Removing and ignoring are obviously different things…  The text above is fine with me, but I would ask: what do the current implementations do?  If they remove (as originally specified), then I would suggest you keep that.







> > C2. There seems to be a contradiction in the expected use of reserved Global Administrator

> > values.  Section 2 says that the “Global Administrator field…SHOULD either be one of the reserved

> > values as defined below, or an Autonomous System Number (ASN)”, but later Section 5 says: “The

> > following Global Administrator values are reserved: 0, 65535, and 4294967295.  Operators SHOULD

> > NOT use these Global Administrator values.”   IOW: “SHOULD use one if the reserved values” and

> > “SHOULD NOT use the reserved values” contradict each other.  It seems to me that because 0,

> > 65535, and 4294967295 are already reserved ASNs, *and* that “the Local Data Parts are to be

> > interpreted as defined by the owner of the ASN”, then only assigned ASNs should ever be used ---

> > *and* given that it is not an error to use an value, then there is no real advantage in reserving

> > anything (again!). Suggestion: reference the RFCs where 0, 65535, and 4294967295 are reserved

> > and just say that those numbers SHOULD NOT be used because if a Special Use Large Community is

> > ever defined, those values may be used.

>

> For section 2: Global Administrator field SHOULD be an Autonomous System Number (ASN) or one of

> the reserved values defined in Section 5.

>

> For section 5: Global Administrator values corresponding to reserved use Autonomous System

> Number values of 0 [RFC7607], 65535 [RFC7300], and 4294967295 [RFC7300] are reserved.

>

> Would this work?



Question for you:  do you want the operators to use 0, 65535, and 4294967295 whenever they want (which is what the new text says), OR, do you want them not to use them because they could be used later for a special purpose (which is what the original text seemed to indicate)??

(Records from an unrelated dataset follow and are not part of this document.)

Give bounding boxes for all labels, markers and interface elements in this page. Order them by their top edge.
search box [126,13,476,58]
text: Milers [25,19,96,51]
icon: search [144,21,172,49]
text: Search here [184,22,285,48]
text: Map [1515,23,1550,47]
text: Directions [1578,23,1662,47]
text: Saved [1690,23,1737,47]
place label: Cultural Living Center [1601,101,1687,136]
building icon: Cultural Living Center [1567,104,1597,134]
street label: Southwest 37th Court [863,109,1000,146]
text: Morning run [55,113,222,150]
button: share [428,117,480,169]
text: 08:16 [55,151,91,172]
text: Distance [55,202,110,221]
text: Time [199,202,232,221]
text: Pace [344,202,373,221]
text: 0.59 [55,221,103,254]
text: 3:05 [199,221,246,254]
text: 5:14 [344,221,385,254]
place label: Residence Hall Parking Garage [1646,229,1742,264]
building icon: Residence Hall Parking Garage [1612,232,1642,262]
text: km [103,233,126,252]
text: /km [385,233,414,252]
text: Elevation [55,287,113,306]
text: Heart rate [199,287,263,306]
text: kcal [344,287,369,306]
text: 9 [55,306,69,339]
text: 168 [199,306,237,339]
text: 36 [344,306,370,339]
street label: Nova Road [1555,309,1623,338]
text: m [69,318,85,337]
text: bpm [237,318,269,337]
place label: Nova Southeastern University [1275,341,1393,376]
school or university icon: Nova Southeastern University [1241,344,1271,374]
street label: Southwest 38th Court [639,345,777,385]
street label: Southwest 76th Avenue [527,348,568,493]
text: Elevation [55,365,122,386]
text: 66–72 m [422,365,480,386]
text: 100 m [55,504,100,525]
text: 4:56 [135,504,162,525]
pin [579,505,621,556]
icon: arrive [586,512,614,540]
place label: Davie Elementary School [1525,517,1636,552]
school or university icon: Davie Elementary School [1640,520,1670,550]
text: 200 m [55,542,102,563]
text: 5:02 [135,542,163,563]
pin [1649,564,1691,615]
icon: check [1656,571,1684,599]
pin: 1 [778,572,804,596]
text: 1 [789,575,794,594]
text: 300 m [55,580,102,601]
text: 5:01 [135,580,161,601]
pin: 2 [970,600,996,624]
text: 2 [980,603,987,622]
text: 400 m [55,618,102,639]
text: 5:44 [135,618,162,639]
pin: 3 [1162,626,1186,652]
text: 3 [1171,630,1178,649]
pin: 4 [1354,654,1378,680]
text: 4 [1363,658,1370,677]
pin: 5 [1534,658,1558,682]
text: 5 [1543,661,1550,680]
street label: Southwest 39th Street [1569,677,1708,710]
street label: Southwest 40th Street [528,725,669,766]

I’m having a hard time with this document “reserving” any value because the number space is not really one where values are assigned (in the typical IANA sense: create a registry, etc. – and I doubt you want to make it that way)…but the contents can be (SHOULD) what is contained in an already existing registry (ASNs) that has distributed control.



Assuming that you would prefer the operators NOT to use 0, 65535, and 4294967295, then here’s my suggestion:



OLD> (Section 2)

   The Global Administrator field is intended to allow different

   Autonomous Systems to define BGP Large Communities without collision.

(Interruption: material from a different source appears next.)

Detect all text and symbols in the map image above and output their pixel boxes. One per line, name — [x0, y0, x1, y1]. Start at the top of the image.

   This field SHOULD either be one of the reserved values as defined

   below, or an Autonomous System Number (ASN).  If it is a reserved

   value, then the Local Data Parts are as defined by the reserved

   value.  If it is an ASN then the Local Data Parts are to be

   interpreted as defined by the owner of the ASN.



NEW>

   The Global Administrator field is intended to allow different

   Autonomous Systems to define BGP Large Communities without collision.

   This field SHOULD be an Autonomous System Number (ASN).  The use of

   Reserved ASNs (0 [RFC7607], 65535 and 4294967295 [RFC7300]) is NOT

   RECOMMENDED.



…and then eliminate Section 5…



If you really want operators not to use the Reserved ASNs ever because a special use may be though up later, then use “MUST NOT” above.





Thanks!



Alvaro.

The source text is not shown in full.